I made a decision about working out.  I was so undecided that I decided to make a decision so I could see how I felt about it.  At first, I decided to stop. I was so upset with that decision.  Once I realized how upset I was I decided to change my mind.  I was reluctantly excited about it.  Definitely a different feeling from my previous decision.  In order to feel "excited" and not "reluctantly excited", I decided I just needed to let our trainer know; so I did.  I felt so much better after I told him.  At this time, I feel like I made the right decision.

Now my plan, next week when I begin (again), is to focus, focus, focus on the workout, on my form, and really try to push myself.  I need to be serious...gosh that's so tough for me...but I can do it!  I'm going there to workout and that's it.  That's all that matters, right? RIGHT!  Okay so I'll have fun to but I can still push myself at the same time.
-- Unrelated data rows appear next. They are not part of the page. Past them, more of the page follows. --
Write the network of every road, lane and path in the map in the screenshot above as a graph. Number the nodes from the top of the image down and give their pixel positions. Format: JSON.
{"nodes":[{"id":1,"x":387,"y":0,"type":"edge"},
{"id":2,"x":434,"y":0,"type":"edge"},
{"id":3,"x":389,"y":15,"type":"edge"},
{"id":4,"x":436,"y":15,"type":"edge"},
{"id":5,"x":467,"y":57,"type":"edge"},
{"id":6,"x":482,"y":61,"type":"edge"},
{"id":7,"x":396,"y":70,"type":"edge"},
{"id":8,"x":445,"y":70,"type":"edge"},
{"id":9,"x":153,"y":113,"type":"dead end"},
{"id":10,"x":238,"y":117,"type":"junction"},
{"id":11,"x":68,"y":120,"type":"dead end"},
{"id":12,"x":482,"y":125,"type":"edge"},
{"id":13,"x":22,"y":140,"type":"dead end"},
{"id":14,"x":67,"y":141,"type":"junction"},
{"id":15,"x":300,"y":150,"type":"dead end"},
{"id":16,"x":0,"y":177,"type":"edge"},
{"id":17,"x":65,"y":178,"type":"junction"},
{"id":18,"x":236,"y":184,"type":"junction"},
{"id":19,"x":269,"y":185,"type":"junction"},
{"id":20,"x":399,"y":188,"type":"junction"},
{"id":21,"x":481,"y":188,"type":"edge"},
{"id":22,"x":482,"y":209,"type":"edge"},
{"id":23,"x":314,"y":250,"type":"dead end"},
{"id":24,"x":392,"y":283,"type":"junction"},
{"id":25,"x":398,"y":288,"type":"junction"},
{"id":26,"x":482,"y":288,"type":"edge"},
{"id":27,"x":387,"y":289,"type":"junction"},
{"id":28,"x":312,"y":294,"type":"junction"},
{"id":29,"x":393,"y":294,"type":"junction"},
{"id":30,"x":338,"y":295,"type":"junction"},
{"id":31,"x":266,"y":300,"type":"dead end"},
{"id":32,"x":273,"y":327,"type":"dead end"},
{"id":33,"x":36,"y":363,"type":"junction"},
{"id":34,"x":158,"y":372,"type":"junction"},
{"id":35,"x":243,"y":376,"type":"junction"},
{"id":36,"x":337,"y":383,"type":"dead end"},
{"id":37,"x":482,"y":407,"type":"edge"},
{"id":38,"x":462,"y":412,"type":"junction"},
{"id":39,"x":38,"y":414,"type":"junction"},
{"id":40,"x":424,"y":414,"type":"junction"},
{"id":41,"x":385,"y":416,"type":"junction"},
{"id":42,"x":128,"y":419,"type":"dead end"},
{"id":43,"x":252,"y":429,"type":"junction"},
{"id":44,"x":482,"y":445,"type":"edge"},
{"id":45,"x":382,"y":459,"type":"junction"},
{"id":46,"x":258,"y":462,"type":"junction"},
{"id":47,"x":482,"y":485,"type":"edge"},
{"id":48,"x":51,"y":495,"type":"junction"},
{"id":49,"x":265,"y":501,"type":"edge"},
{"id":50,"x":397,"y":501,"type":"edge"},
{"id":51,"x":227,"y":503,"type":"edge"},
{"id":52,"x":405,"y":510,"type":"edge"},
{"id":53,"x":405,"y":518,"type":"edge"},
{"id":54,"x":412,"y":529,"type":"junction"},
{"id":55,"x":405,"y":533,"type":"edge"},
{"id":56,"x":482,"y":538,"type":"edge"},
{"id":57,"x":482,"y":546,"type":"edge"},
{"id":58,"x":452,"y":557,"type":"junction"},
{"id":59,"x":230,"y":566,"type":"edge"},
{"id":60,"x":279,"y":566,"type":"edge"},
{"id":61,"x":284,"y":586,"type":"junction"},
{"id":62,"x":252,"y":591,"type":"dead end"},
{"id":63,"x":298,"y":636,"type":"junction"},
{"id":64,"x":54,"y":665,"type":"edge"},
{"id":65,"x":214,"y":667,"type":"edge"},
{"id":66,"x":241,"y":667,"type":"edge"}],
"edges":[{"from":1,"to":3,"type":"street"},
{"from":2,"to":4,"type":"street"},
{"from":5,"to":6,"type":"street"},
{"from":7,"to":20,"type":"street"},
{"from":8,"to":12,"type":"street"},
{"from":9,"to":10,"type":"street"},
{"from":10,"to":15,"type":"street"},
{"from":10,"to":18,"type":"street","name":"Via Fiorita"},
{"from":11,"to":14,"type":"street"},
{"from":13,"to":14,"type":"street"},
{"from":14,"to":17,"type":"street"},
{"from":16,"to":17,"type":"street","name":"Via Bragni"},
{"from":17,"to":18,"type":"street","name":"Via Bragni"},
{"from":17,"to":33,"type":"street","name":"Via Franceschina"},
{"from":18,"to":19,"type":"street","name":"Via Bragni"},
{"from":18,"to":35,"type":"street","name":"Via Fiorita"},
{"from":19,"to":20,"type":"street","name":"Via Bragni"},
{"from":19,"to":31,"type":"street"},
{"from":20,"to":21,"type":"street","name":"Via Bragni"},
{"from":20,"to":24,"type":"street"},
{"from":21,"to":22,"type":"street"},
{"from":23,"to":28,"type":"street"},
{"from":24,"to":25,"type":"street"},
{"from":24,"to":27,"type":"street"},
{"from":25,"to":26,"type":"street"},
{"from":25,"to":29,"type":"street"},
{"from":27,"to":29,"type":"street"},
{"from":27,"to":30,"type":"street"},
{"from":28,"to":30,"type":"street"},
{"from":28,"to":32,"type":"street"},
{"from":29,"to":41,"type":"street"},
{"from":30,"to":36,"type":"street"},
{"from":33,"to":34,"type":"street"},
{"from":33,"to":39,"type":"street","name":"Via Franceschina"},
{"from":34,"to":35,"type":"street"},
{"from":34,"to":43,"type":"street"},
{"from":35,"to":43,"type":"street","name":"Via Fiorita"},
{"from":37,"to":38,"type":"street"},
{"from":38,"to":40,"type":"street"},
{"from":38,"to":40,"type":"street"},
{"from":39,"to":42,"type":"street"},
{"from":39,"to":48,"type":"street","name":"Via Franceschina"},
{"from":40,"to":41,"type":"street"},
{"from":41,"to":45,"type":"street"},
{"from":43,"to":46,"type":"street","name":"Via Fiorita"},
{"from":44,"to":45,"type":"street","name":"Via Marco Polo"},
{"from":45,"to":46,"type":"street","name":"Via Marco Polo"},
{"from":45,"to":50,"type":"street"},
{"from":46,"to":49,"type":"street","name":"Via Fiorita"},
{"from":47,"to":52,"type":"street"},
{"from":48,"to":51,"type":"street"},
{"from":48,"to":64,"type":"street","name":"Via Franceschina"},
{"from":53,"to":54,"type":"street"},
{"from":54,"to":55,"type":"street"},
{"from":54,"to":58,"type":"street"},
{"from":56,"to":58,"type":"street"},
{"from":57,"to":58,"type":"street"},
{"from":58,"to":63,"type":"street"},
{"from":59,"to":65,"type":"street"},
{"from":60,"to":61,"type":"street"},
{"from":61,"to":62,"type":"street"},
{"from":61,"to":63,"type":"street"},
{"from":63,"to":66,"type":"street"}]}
Tomorrow is weigh in day.  YIPPEE! (sarcasm)  Not sure how well I did.  We were out and about this week and ate out a few times but I made pretty good choices, watch my portions, had leftovers, all that fun stuff.  After losing almost 10lbs in that past 2 weeks I expect my weight loss to drop to 2-3lbs a week for a little while.  So, we will see what the scale barks out at me tomorrow.  Until then...

1 comment:

  1. remember our challenge, follow all you have as learned knowledge and NEVER just stop all together. You have you, family and friends. Forward motion, you got this.